Vocal Cord Microsurgery — Procedure Guide, Recovery & Risks | MyMedicPlus
Quick Facts
What Is Vocal Cord Microsurgery?
Vocal cord microsurgery (microlaryngoscopy) uses a rigid laryngoscope and operating microscope to excise or ablate benign or malignant lesions of the vocal folds under high magnification. It provides precise access to the vocal folds while preserving the delicate vibrating mucosal layers.
Who Needs This Procedure?
Indicated for vocal cord polyps, cysts, nodules persisting despite 3–6 months of voice therapy, Reinke's oedema, recurrent respiratory papillomata (RRP), carcinoma in situ (CIS), and early-stage glottic carcinoma (T1a–T1b) amenable to CO2 laser excision.
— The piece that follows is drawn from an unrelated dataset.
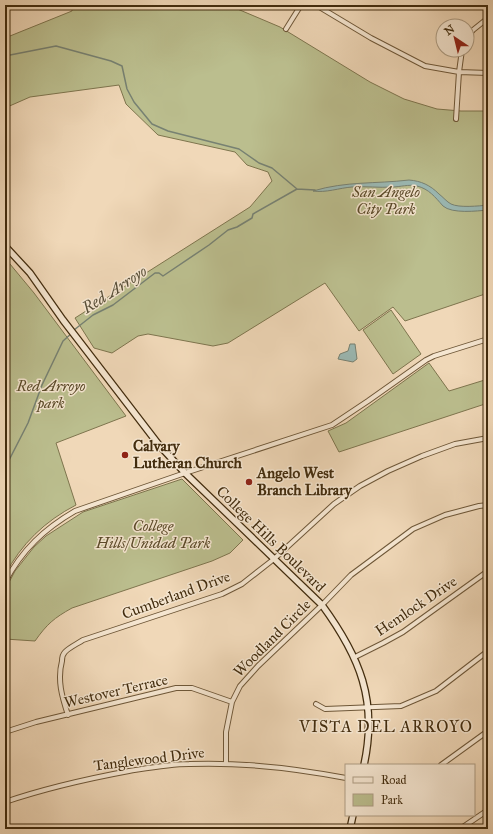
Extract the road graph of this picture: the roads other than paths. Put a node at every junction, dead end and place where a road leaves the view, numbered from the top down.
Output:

How the Procedure Is Performed
Under general anaesthesia using jet ventilation or a microlaryngoscopy tube, the laryngoscope is suspended to expose the glottis. The operating microscope provides magnification. The microflap technique elevates the epithelium to excise the lesion while meticulously preserving the superficial lamina propria to maintain vocal fold vibration.
Recovery & Aftercare
Strict voice rest — no speaking or whispering — for 5–7 days is critical for optimal healing. Adequate hydration and steam inhalations reduce mucosal dryness. Voice therapy resumes at 2 weeks with a speech and language therapist. Full vocal recovery takes 4–8 weeks; professional voice users may require longer.
Risks & Complications
Risks include vocal fold scar formation (the most consequential complication, causing a hoarse or strained voice), tooth or lip injury from rigid laryngoscope placement, posterior glottic stenosis, anterior webbing from bilateral anterior lesions, and aspiration during the early post-operative period.
Results & Success Rates
Resolution rates exceed 90% for polyps and cysts after a single procedure with the microflap technique. Nodules may recur if vocal misuse is not corrected through voice therapy. Early glottic carcinoma (T1a) achieves 90–95% local control with CO2 laser excision, comparable to radiotherapy.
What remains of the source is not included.